Elle obtient le privilège impérial de s'entourer d'une muraille dès le ier siècle apr. J.-C. Cette muraille fait 7,2 km de long, soit la plus longue des Gaules ; la superficie enclose, 250 ha environ, en fait également une des plus importantes villes des provinces gauloises89. Entre 35 et 41 elle fut promue au statut de colonie romaine, sans doute par Caligula. Elle fut un centre important durant la période romaine, rivalisant avec sa voisine Lugdunum (Lyon). Sa parure monumentale édifiée sur des terrasses successives dominant le Rhône était impressionnante et de nombreux vestiges en témoignent : Temple d'Auguste et de Livie, arcades du forum, théâtre et odéon, hippodrome, murailles, thermes sont encore partiellement ou totalement en élévation. De nombreuses découvertes et fouilles archéologiques depuis le xvie siècle offrent l'image d'une cité riche et puissante : des monnaies (As de Vienne, Dupondius...), de très nombreuses mosaïques, des fresques, travail du marbre (statues, colonnes...), de la vaisselle de terre cuite, Vienne se distingue par une production de céramiques fines de tradition italique et des vases de tradition celtique avec une production qui atteint un rythme presque industriel avec de nombreux ateliers, ainsi que le travail du plomb sous produit de l'extraction de l'argent, est attesté par plus de 70 signatures de plombiers qui figurent en particulier sur des tuyaux, les archéologues supposent que les mines de plomb locales intensément exploité au xixe siècle l'étaient déjà durant l'antiquité, mobilier86. Le site archéologique de Saint-Romain-en-Gal, un des quartiers de la ville antique qui s'étendait sur les deux rives du Rhône, témoigne de cette richesse.
Les Viennois savaient aussi se divertir, les magistrats de la ville dépensaient leurs revenus dans les représentations du cirque.

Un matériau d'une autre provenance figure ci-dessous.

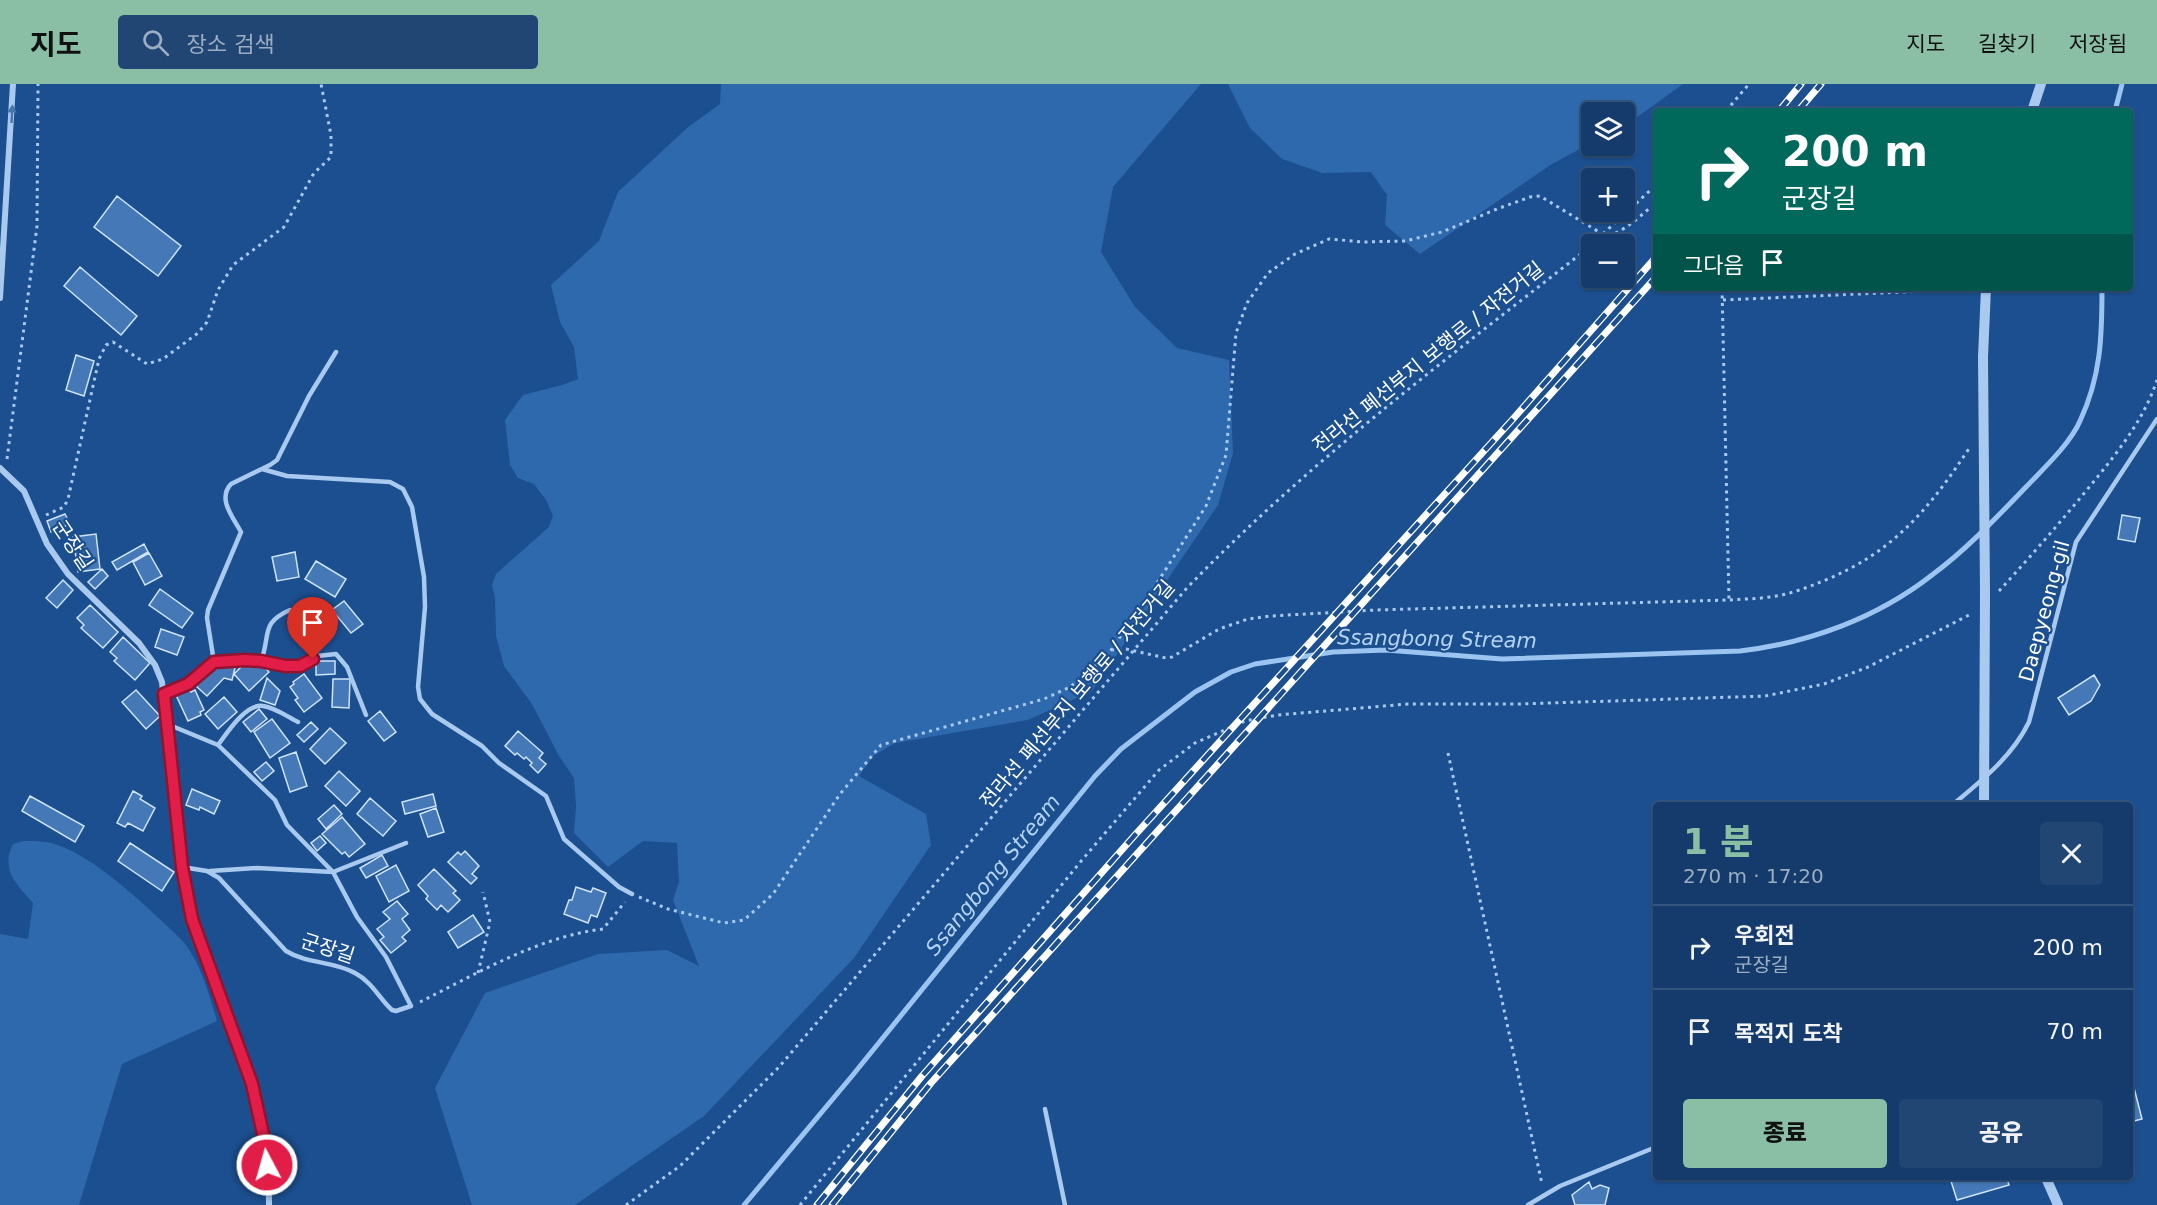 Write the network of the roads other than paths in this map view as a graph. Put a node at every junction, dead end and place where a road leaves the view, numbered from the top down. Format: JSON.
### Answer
{"nodes":[{"id":1,"x":13,"y":84,"type":"edge"},
{"id":2,"x":2041,"y":84,"type":"edge"},
{"id":3,"x":2033,"y":108,"type":"edge"},
{"id":4,"x":1986,"y":291,"type":"edge"},
{"id":5,"x":0,"y":298,"type":"edge"},
{"id":6,"x":336,"y":352,"type":"dead end"},
{"id":7,"x":2157,"y":419,"type":"edge"},
{"id":8,"x":262,"y":469,"type":"junction"},
{"id":9,"x":2,"y":470,"type":"edge"},
{"id":10,"x":307,"y":619,"type":"dead end"},
{"id":11,"x":261,"y":661,"type":"junction"},
{"id":12,"x":214,"y":662,"type":"junction"},
{"id":13,"x":164,"y":694,"type":"junction"},
{"id":14,"x":366,"y":715,"type":"dead end"},
{"id":15,"x":298,"y":722,"type":"dead end"},
{"id":16,"x":167,"y":724,"type":"junction"},
{"id":17,"x":218,"y":745,"type":"junction"},
{"id":18,"x":1983,"y":780,"type":"junction"},
{"id":19,"x":1956,"y":802,"type":"edge"},
{"id":20,"x":1984,"y":802,"type":"edge"},
{"id":21,"x":405,"y":843,"type":"dead end"},
{"id":22,"x":182,"y":867,"type":"junction"},
{"id":23,"x":207,"y":871,"type":"junction"},
{"id":24,"x":333,"y":872,"type":"junction"},
{"id":25,"x":632,"y":894,"type":"road end"},
{"id":26,"x":1045,"y":1109,"type":"dead end"},
{"id":27,"x":1653,"y":1148,"type":"edge"},
{"id":28,"x":2047,"y":1180,"type":"edge"},
{"id":29,"x":269,"y":1205,"type":"edge"},
{"id":30,"x":1065,"y":1205,"type":"edge"},
{"id":31,"x":1528,"y":1205,"type":"edge"},
{"id":32,"x":2058,"y":1205,"type":"edge"}],
"edges":[{"from":5,"to":1,"type":"street","one_way":true},
{"from":2,"to":3,"type":"street"},
{"from":4,"to":18,"type":"street"},
{"from":6,"to":8,"type":"lane"},
{"from":7,"to":18,"type":"lane","name":"Daepyeong-gil"},
{"from":8,"to":12,"type":"lane"},
{"from":8,"to":25,"type":"lane"},
{"from":9,"to":13,"type":"street","name":"군장길"},
{"from":10,"to":11,"type":"lane"},
{"from":11,"to":12,"type":"lane"},
{"from":11,"to":14,"type":"lane"},
{"from":12,"to":13,"type":"lane"},
{"from":13,"to":16,"type":"street","name":"군장길"},
{"from":15,"to":17,"type":"lane"},
{"from":16,"to":17,"type":"lane"},
{"from":16,"to":22,"type":"street","name":"군장길"},
{"from":17,"to":24,"type":"lane"},
{"from":18,"to":19,"type":"lane","name":"Daepyeong-gil"},
{"from":18,"to":20,"type":"street"},
{"from":21,"to":24,"type":"lane"},
{"from":22,"to":23,"type":"lane"},
{"from":22,"to":29,"type":"street","name":"군장길"},
{"from":23,"to":24,"type":"lane"},
{"from":23,"to":24,"type":"lane","name":"군장길"},
{"from":26,"to":30,"type":"lane"},
{"from":27,"to":31,"type":"lane"},
{"from":28,"to":32,"type":"street"}]} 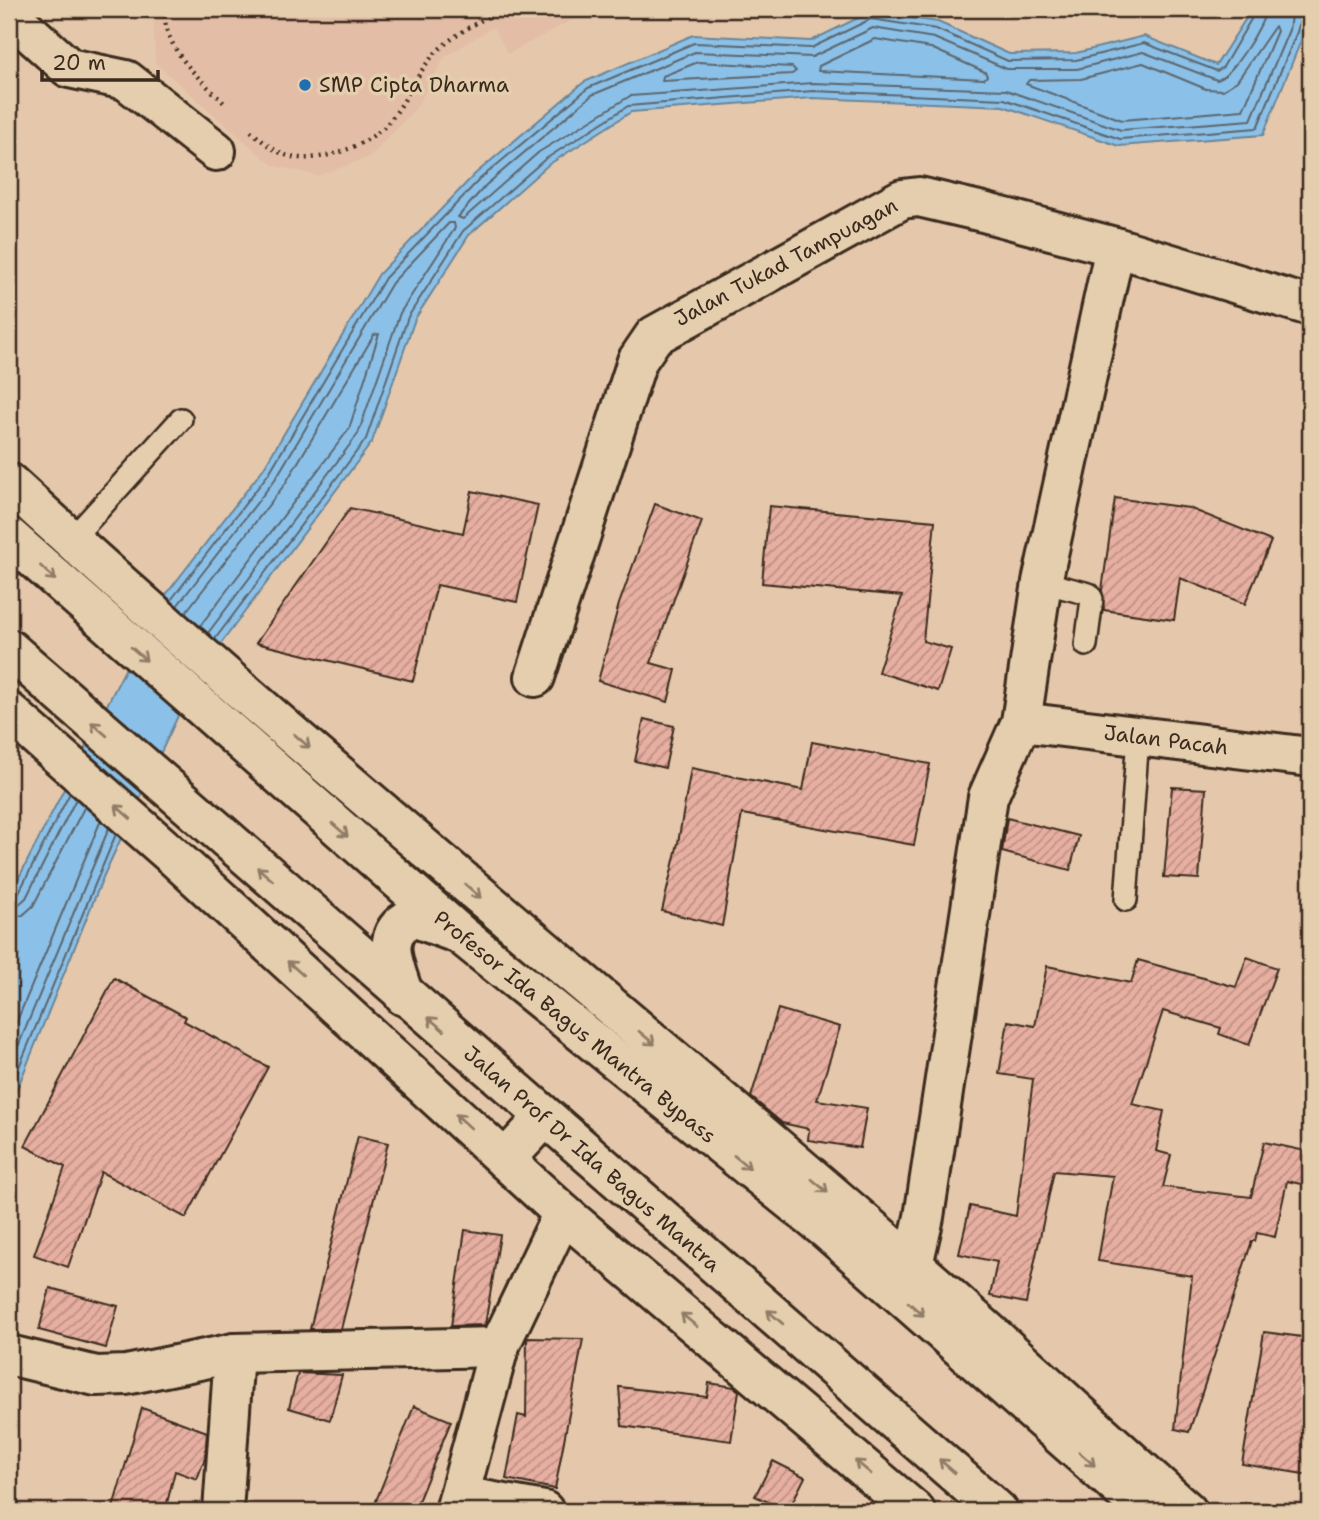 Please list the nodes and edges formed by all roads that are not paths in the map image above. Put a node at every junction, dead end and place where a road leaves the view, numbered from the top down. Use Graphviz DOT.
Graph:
graph roads {
  1 [pos="9,14"];
  2 [pos="216,151"];
  3 [pos="1115,247"];
  4 [pos="1310,306"];
  5 [pos="181,419"];
  6 [pos="9,483"];
  7 [pos="9,537"];
  8 [pos="71,540"];
  9 [pos="1042,582"];
  10 [pos="1086,645"];
  11 [pos="9,649"];
  12 [pos="535,677"];
  13 [pos="14,717"];
  14 [pos="1021,722"];
  15 [pos="1139,737"];
  16 [pos="1310,757"];
  17 [pos="1126,900"];
  18 [pos="461,935"];
  19 [pos="404,996"];
  20 [pos="545,1117"];
  21 [pos="505,1160"];
  22 [pos="563,1213"];
  23 [pos="913,1265"];
  24 [pos="499,1347"];
  25 [pos="234,1353"];
  26 [pos="9,1355"];
  27 [pos="458,1503"];
  28 [pos="223,1511"];
  29 [pos="544,1511"];
  30 [pos="915,1511"];
  31 [pos="998,1511"];
  32 [pos="1146,1511"];
  33 [pos="1187,1511"];
  1 -- 2 [label="main road"];
  3 -- 4 [label="main road, Jalan Tukad Tampuagan"];
  3 -- 9 [label="main road"];
  3 -- 12 [label="main road, Jalan Tukad Tampuagan"];
  5 -- 8 [label="lane"];
  6 -- 8 [label="main road"];
  7 -- 18 [label="main road, Profesor Ida Bagus Mantra Bypass, one-way"];
  8 -- 23 [label="main road, one-way"];
  9 -- 10 [label="lane"];
  9 -- 14 [label="main road"];
  19 -- 11 [label="main road, Jalan Prof Dr Ida Bagus Mantra, one-way"];
  21 -- 13 [label="main road, one-way"];
  14 -- 15 [label="main road, Jalan Pacah"];
  14 -- 23 [label="main road"];
  15 -- 16 [label="main road, Jalan Pacah"];
  15 -- 17 [label="lane"];
  18 -- 19 [label="main road"];
  18 -- 32 [label="main road, Profesor Ida Bagus Mantra Bypass, one-way"];
  20 -- 19 [label="main road, Jalan Prof Dr Ida Bagus Mantra, one-way"];
  20 -- 21 [label="main road"];
  31 -- 20 [label="main road, Jalan Prof Dr Ida Bagus Mantra, one-way"];
  21 -- 22 [label="main road"];
  22 -- 24 [label="main road"];
  30 -- 22 [label="main road, one-way"];
  23 -- 33 [label="main road"];
  24 -- 25 [label="main road"];
  24 -- 27 [label="main road"];
  25 -- 26 [label="main road"];
  25 -- 28 [label="main road"];
  27 -- 29 [label="main road"];
}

Un gladiateur Thrace nommé Gratus y remporta dix-sept fois la victoire. Il y avait aussi une troupe de comédiens, les Scaenici Asiatici, ainsi nommés en l'honneur de Decimus Valerius Asiaticus, leur protecteur. Il y eut une bourgeoisie cultivée désireuse de se mêler au mouvement intellectuel de Rome90.
2017 : découverte de "la petite POMPEI" à Sainte Colombe :
En 2017 est mise à jour lors de travaux de constructions d'immeubles, un site de 7 000 m2 réparti entre Vienne, Saint-Romain-en-Gal et Sainte-Colombe, comprenant des espaces publics, des maisons luxueuses, des boutiques d'artisans et des entrepôts de marchandises, correspondant à une ancienne place de marché de 4 500 m2 avec une fontaine monumentale en son centre. Un premier incendie aurait contraint les habitants à quitter les lieux. Abandonné au iiie siècle, le site est victime d'un second incendie et transformé en un grenier à grains surélevé, devenant par la suite une nécropole au haut Moyen Âge, avec une soixantaine de sépultures93, des équipements militaires, cotte de mailles, glaive sont découverts, ainsi que de très nombreuses mosaïques, et hypocauste, feront qualifier le site de petite Pompéi par les journalistes.
Moyen Âge
Vienne, durant le Moyen Âge, devient une cité de très grande importance, près des centres de pouvoir, des grands courants d'échanges et est impliquée par les grands conflits qui secouent les grandes puissances. Au Haut Moyen Âge, les Radhanites animent le commerce international et font de Vienne un de leurs importants centres de commerce94
En l'an 500, Vienne se trouve mêlée à un conflit de pouvoir fratricide, Gondebaud instigateur de la mort de ses frères Godomar et Chilpéric (père de Clotilde), souhaite que Godégisile son frère, lui restitue la ville fortifiée qu'il occupe à la suite d'un complot que ce dernier avait fomenté avec l'appui de Clovis et qui visait à l'éliminer. Gondebaud vient assiéger Vienne et parvient à s'en emparer grâce à un stratagème que nous a rapporté Grégoire de Tours95: « Quand les aliments commencèrent à faire défaut au menu peuple, Godegisel craignit que la famine ne s'étendît jusqu'à lui, fit expulser le menu peuple de la ville. Ce qui fut fait; on expulsa, entre autres, l'artisan à qui incombait le soin de l'aqueduc, irrité d'avoir été chassé de la ville, il se rend chez Gondebaud, et lui indique comment il pourrait faire irruption dans la cité en passant par un aqueduc. Guidé par l'artisan, les troupes entrent et s'emparent de la ville, et Godegisel est tué »96. Le rôle politique de Vienne se poursuit après la fin de l'Empire : l'évêque de Vienne Avit (490-525) qui prêche une homélie au baptême catholique de Lenteildis (Lantechild) sœur de Clovis, a pu contribuer à la conversion de Clotilde (nièce de Gondebaud qui a vécu auprès de lui), il eut part à la conversion97 de Clovis qu'il félicite pour son baptême; il convertit Sigismond, fils du roi de Burgondie Gondebaud. Il favorise la fondation de Saint-Maurice d'Agaune (en Suisse), il convoque en 517 le concile d'Épaone.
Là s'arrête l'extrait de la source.